Problem statement:
When a line below holds the string "前橋西久保線", show that line.

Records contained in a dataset
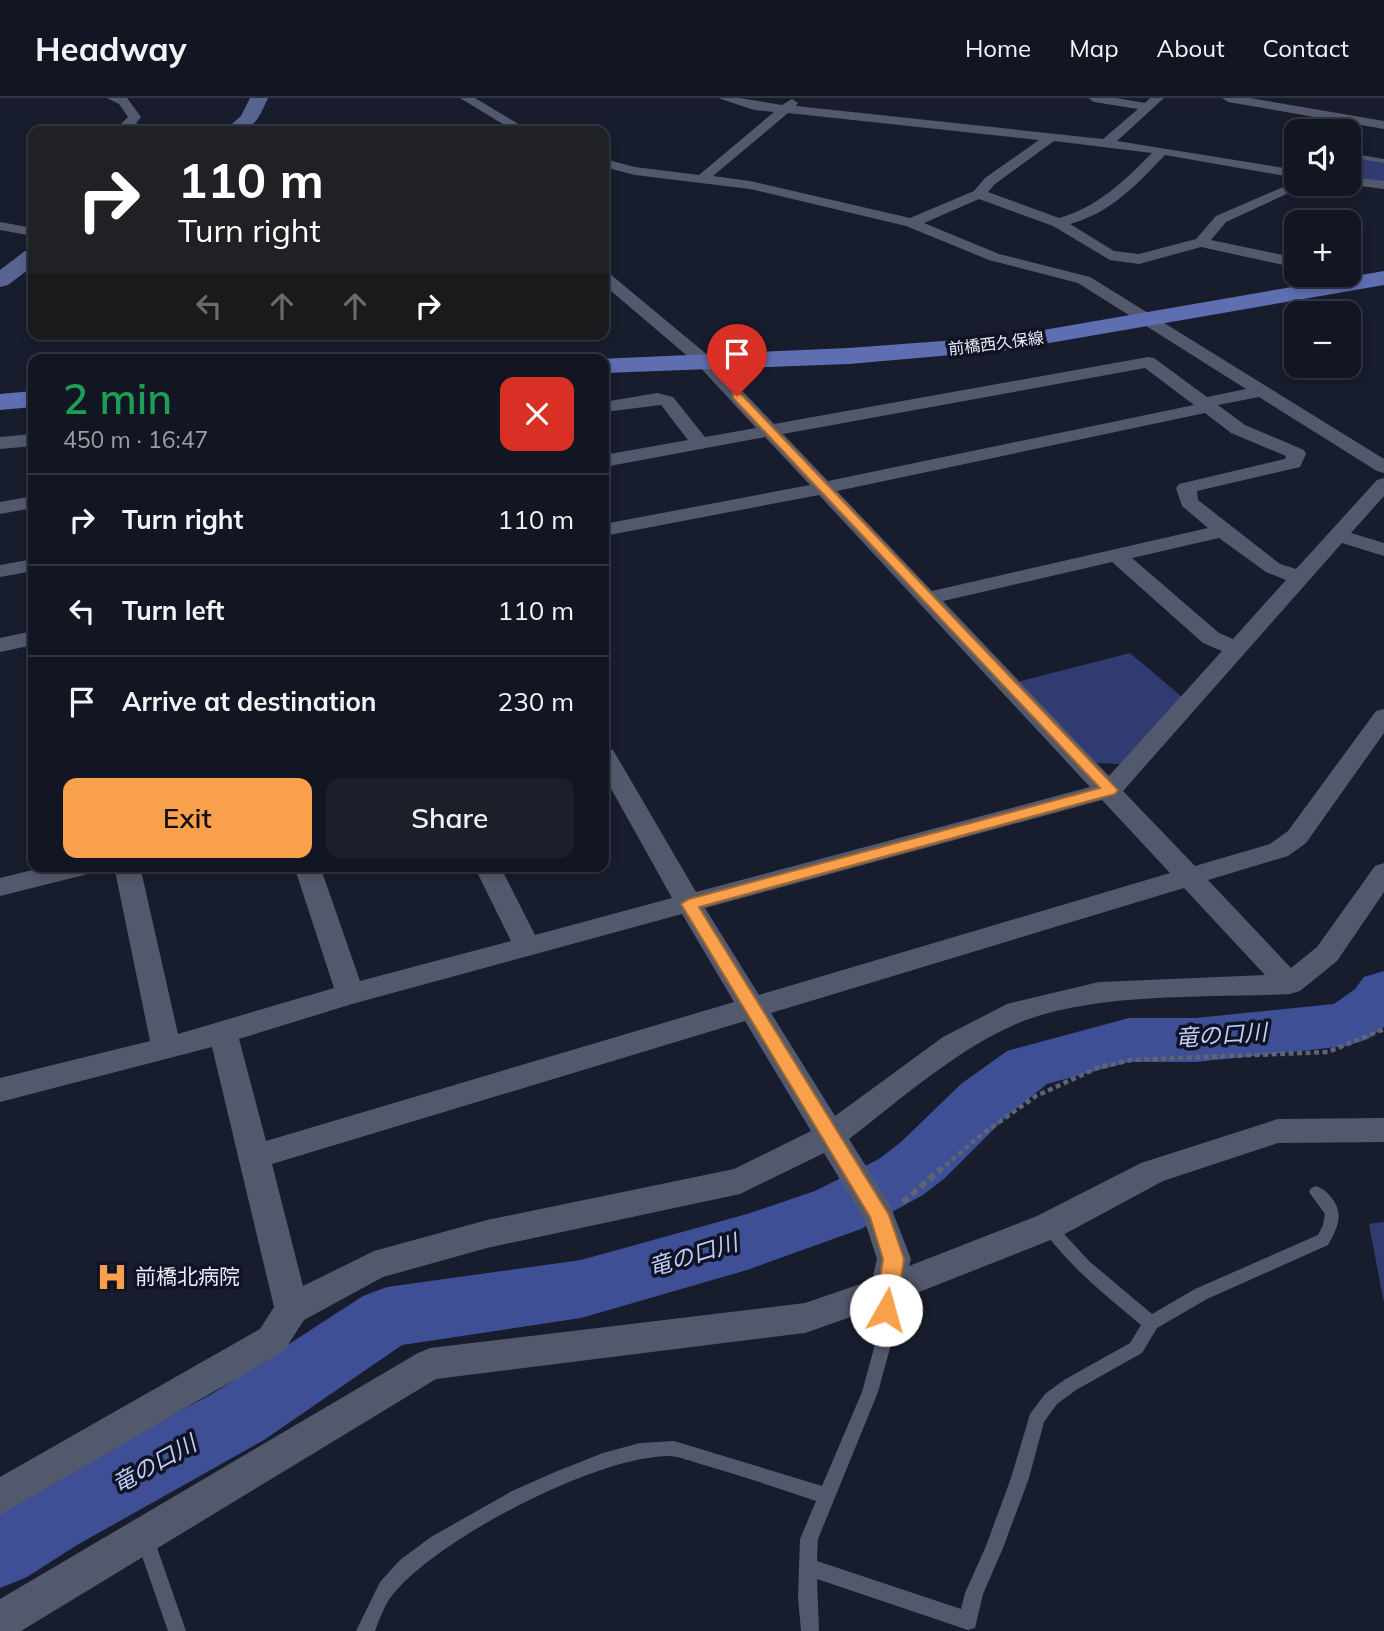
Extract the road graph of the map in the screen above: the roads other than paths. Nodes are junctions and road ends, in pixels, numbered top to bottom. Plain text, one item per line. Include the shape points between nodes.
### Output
1 (113, 98) edge
2 (259, 98) edge
3 (466, 98) edge
4 (724, 98) edge
5 (799, 98) edge
6 (1094, 98) edge
7 (1228, 98) edge
8 (1153, 102) edge
9 (785, 109) junction
10 (1384, 125) edge
11 (131, 126) edge
12 (239, 126) edge
13 (514, 126) edge
14 (1051, 137) junction
15 (1107, 143) junction
16 (1162, 150) junction
17 (1361, 157) edge
18 (1384, 161) edge
19 (609, 164) edge
20 (1284, 172) edge
21 (703, 178) junction
22 (1361, 182) edge
23 (1384, 184) edge
24 (1284, 185) edge
25 (979, 194) junction
26 (911, 223) junction
27 (1058, 223) junction
28 (0, 226) edge
29 (28, 231) edge
30 (1201, 242) junction
31 (28, 260) edge
32 (1284, 260) edge
33 (1384, 278) edge
34 (1361, 279) edge
35 (0, 280) edge
36 (609, 281) edge
37 (1305, 287) edge
38 (1150, 320) junction
39 (704, 361) junction
40 (609, 365) edge
41 (1262, 391) junction
42 (28, 399) edge
43 (0, 402) edge
44 (1206, 405) junction
45 (609, 406) edge
46 (770, 431) junction
47 (28, 440) edge
48 (0, 443) edge
49 (701, 444) junction
50 (609, 460) edge
51 (1384, 467) edge
52 (1384, 484) edge
53 (824, 488) junction
54 (28, 503) edge
55 (0, 508) edge
56 (609, 529) edge
57 (1223, 531) junction
58 (1338, 535) junction
59 (1384, 550) edge
60 (1116, 555) junction
61 (28, 566) edge
62 (0, 571) edge
63 (1300, 578) junction
64 (929, 598) junction
65 (28, 640) edge
66 (0, 645) edge
67 (1236, 649) junction
68 (1384, 716) edge
69 (609, 764) edge
70 (1110, 790) junction
71 (62, 872) edge
72 (128, 872) edge
73 (309, 872) edge
74 (490, 872) edge
75 (1384, 872) edge
76 (1191, 877) junction
77 (0, 887) edge
78 (689, 904) junction
79 (527, 946) junction
80 (1290, 984) junction
81 (350, 994) junction
82 (753, 1008) junction
83 (223, 1033) junction
84 (166, 1048) junction
85 (0, 1090) edge
86 (1384, 1130) edge
87 (835, 1143) junction
88 (254, 1157) junction
89 (1316, 1192) dead end
90 (1049, 1226) junction
91 (887, 1290) junction
92 (292, 1309) junction
93 (1151, 1322) junction
94 (827, 1496) junction
95 (0, 1497) edge
96 (144, 1535) junction
97 (808, 1567) junction
98 (0, 1621) edge
99 (177, 1631) edge
100 (365, 1631) edge
101 (810, 1631) edge

1 - 11 street via 123,102 135,117 127,125
2 - 12 street
3 - 13 street
4 - 9 street
5 - 9 street
6 - 8 street
7 - 10 street
8 - 15 street
9 - 14 street
9 - 21 street
14 - 15 street
14 - 25 street
15 - 16 street
16 - 20 street
16 - 27 street via 1116,198
17 - 18 lane
19 - 21 street
21 - 26 street
22 - 23 street
24 - 30 street via 1266,201 1244,206 1221,219
25 - 26 street
25 - 27 street
26 - 38 street via 994,257 1084,280
27 - 30 street via 1110,255 1128,258
28 - 29 street
30 - 32 street
31 - 35 street
33 - 34 main road, 前橋西久保線
36 - 39 street
37 - 38 main road, 前橋西久保線
38 - 39 main road, 前橋西久保線 via 1009,343 925,351
38 - 41 street
39 - 40 main road, 前橋西久保線
39 - 46 street
41 - 44 street
41 - 51 street
42 - 43 main road
44 - 46 street via 1148,362
44 - 53 street
44 - 57 street via 1238,429 1297,454 1293,463 1186,488 1189,502
45 - 49 street via 657,398 667,401
46 - 49 street
46 - 53 street
47 - 48 street
49 - 50 street
52 - 58 street
53 - 56 street
53 - 64 street
54 - 55 street
57 - 60 street
57 - 63 street via 1272,568
58 - 59 street
58 - 63 street
60 - 64 street
60 - 67 street via 1211,638
61 - 62 street
63 - 67 street
64 - 70 street
65 - 66 street
67 - 70 street
68 - 76 street via 1297,837 1279,850
69 - 78 street
70 - 76 street
70 - 78 street
71 - 77 street
72 - 84 street
73 - 81 street
74 - 79 street
75 - 80 street via 1327,954
76 - 80 street
76 - 82 street
78 - 79 street
78 - 82 street
79 - 81 street
80 - 87 street via 1099,992 1017,1013 953,1045
81 - 83 street
82 - 87 street
82 - 88 street
83 - 84 street
83 - 88 street
84 - 85 street
86 - 90 street via 1278,1131 1152,1172
87 - 91 street via 880,1217 894,1259
87 - 92 street via 740,1181 488,1234 374,1265
88 - 92 street
89 - 93 lane via 1333,1214 1323,1240 1201,1294
90 - 91 street
90 - 93 lane via 1100,1281
91 - 94 lane via 882,1348 870,1392
91 - 96 street via 805,1318 430,1364
92 - 95 street via 272,1340
93 - 97 lane via 1136,1348 1070,1385 1051,1399 1036,1419 1020,1478 974,1593 968,1621
94 - 97 lane via 809,1539
94 - 100 lane via 669,1448 617,1456 488,1511 450,1537 387,1588
96 - 98 street
96 - 99 lane
97 - 101 lane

Solution:
33 - 34 main road, 前橋西久保線
37 - 38 main road, 前橋西久保線
38 - 39 main road, 前橋西久保線 via 1009,343 925,351
39 - 40 main road, 前橋西久保線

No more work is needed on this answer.